OLG Frankfurt/M. zur väterlichen Verantwortung: Dass ein Vater auch gegen seinen Willen zum Umgang mit seinem Kind gezwungen werden kann, hat laut LTO, spiegel.de und SZ das Oberlandesgericht Frankfurt/M. entschieden. Das Gericht hat die Beschwerde eines Vaters zurückgewiesen, der sich gegen die Verpflichtung wehrte, einmal im Monat tagsüber Umgang mit seinen drei Söhne zu haben. Kinder hätten ein Recht auf Umgang mit ihren Eltern, mit dem eine gesetzliche Verpflichtung der Eltern zum Umgang korrespondiere, heißt es zur Entscheidung in einer Mitteilung des Gerichts.

LG München I zu "Käpt'n Iglo": Nicht nur die Hamburger Firma Iglo darf mit dem Abbild eines älteren Mannes mit Bart und Seemannsmütze werben, hat das Landgericht München I festgestellt und damit eine Klage gegen die in Cuxhaven ansässige Appel Feinkost GmbH & Co. KG, die eine ähnliche Figur für ihre Produkte verwendet, abgewiesen. Das Gericht meinte, dass es naheliegend sei, Fischprodukte mit Küstenbildern zu bewerben und dass allgemeine Ideen oder Motive wie etwa der Himmel, das Wetter, Meere oder eben Küsten freihaltebedürftig seien und nicht vor Nachahmung geschützt werden können. FAZ (Corinna Budras), LTO und zeit.de berichten über die Entscheidung.

EuGH – Flugentschädigung: Wenn ein Flugzeug statt am ursprünglich geplanten auf einen nahe gelegenen Ausweichflughafen umgeleitet wird, führt das nicht zu einem Entschädigungsanspruch, meint EuGH-Generalanwalt Priit Pikamäe in seinen Schlussanträgen. Wie LTO meldet, soll danach eine solche Umleitung nicht als Annullierung gelten. Ein Fluggast von Austrian Airlines hatte eine Ausgleichsleistung nach der Fluggastrechte-Verordnung in Höhe von 250 Euro verlangt, weil sein Flug von Wien nach Berlin nicht wie eigentlich vorgesehen in Tegel, sondern in Schönefeld landete.

BVerfG – Kinderehen: Die SZ (Wolfgang Janisch) beschreibt ausführlich, worum es bei dem derzeit beim Bundesverfassungsgericht anhängigen Verfahren um die sogenannten Kinderehen geht.
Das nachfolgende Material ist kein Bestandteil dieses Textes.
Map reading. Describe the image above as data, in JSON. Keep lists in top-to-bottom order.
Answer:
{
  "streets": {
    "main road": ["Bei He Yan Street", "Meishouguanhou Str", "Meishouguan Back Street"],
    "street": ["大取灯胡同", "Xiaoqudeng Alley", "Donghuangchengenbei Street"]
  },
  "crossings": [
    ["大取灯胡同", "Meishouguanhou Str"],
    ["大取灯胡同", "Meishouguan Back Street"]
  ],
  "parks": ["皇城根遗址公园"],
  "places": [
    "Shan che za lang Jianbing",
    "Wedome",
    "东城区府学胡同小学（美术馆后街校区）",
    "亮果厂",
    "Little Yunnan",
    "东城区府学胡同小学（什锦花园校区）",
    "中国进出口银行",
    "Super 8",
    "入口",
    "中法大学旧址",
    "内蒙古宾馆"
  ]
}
Anlass ist eine Studie des Max-Planck-Institutes für ausländisches und internationales Privatrecht, in der die deutsche Rechtslage mit der Situation in anderen Ländern verglichen wird. Das Verfassungsgericht wird zu entscheiden haben, ob das verschärfte deutsche Kinderehengesetz den zu früh Verheirateten wirklich hilft – oder ob es eher Schaden anrichtet.
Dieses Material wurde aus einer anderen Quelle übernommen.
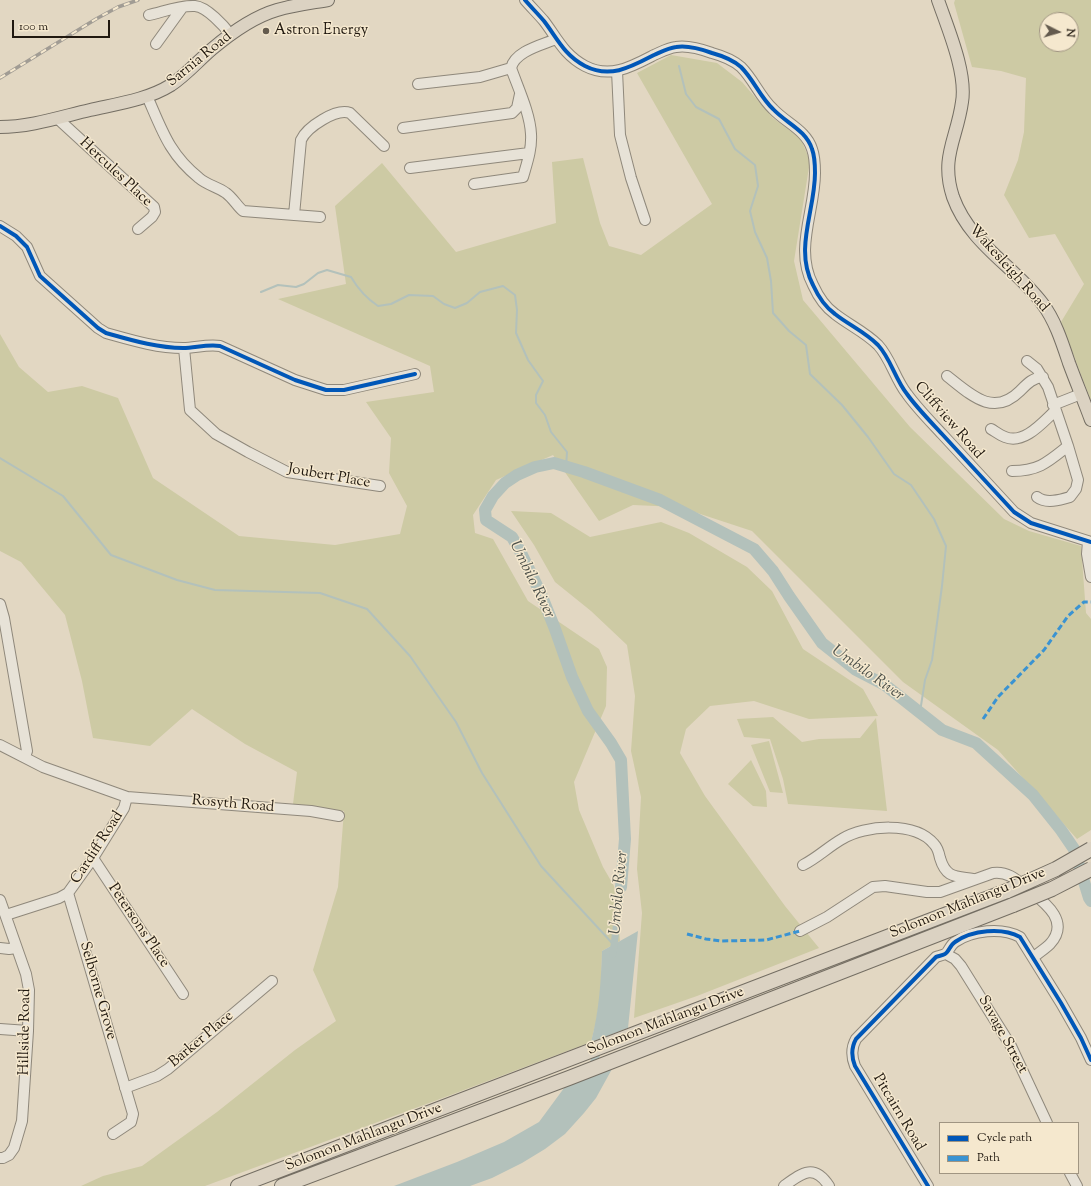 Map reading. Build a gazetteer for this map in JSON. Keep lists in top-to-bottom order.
{
  "streets": {
    "highway": ["Solomon Mahlangu Drive"],
    "main road": ["Sarnia Road", "Wakesleigh Road"],
    "street": [
      "Hercules Place",
      "Cliffview Road",
      "Joubert Place",
      "Rosyth Road",
      "Cardiff Road",
      "Petersons Place",
      "Selborne Grove",
      "Hillside Road",
      "Savage Street",
      "Barker Place",
      "Pitcairn Road"
    ]
  },
  "crossings": [
    ["Sarnia Road", "Hercules Place"],
    ["Rosyth Road", "Cardiff Road"],
    ["Cardiff Road", "Petersons Place"],
    ["Cardiff Road", "Selborne Grove"],
    ["Cardiff Road", "Hillside Road"],
    ["Selborne Grove", "Barker Place"],
    ["Savage Street", "Pitcairn Road"]
  ],
  "water": ["Umbilo River"],
  "places": ["Astron Energy"],
  "legend": ["Cycle path", "Path"],
  "scale_bar": "100 m",
  "north": "right"
}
LG Bonn – Cum-Ex: Die SZ (Jan Willmroth/Nils Wischmeyer) berichtet vom Cum-Ex-Prozess vor dem Landgericht Bonn. In diesem Verfahren ist ein ehemaliger Generalbevollmächtigter der Privatbank M. M. Warburg und damit erstmals ein deutscher Banker angeklagt. Belastet wird er durch die Aussagen eines Kronzeugen.

LG Hamburg – G20-Ausschreitungen: Vor dem Landgericht Hamburg hat der erste Prozess zum Rondenbarg-Komplex begonnen. Den fünf zur Tatzeit minderjährigen Angeklagten wird im Zusammenhang mit dem G-20-Gipfel im Jahr 2018 u.a. schwerer Landfriedensbruch vorgeworfen. spiegel.de (Simon Langemann) stellt dar, dass es für die Strafbarkeit darauf ankommen könnte, ob hier eine (nicht aufgelöste) Spontandemonstration vorlag. Die Staatsanwaltschaft verneint dies und spricht von einer geschlossen gewaltorientierten Formation. 

LG Frankfurt/M. zu geschlechtsneutraler Anrede: Eine Person, die sich weder dem weiblichen noch dem männlichen Geschlecht zuordnet, hat einen Anspruch darauf, beim Fahrkartenkauf im Internet geschlechtsneutral angesprochen zu werden. Das hat, wie LTO und spiegel.de melden, das Landgericht Frankfurt/M. entschieden. Unerheblich soll dabei sein, ob Betroffene schon eine Änderung im Personenstandsregister veranlasst hätten und beim Standesamt die Eintragung eines diversen Geschlechts erfolgt sei. Der Schutz des allgemeinen Persönlichkeitsrechts sowie das Recht auf eine der geschlechtlichen Identität entsprechenden Anrede beginne nicht erst mit einer offiziellen Personenstandsänderung, sondern schon bei gefühlter Geschlechtsidentität, so das Gericht.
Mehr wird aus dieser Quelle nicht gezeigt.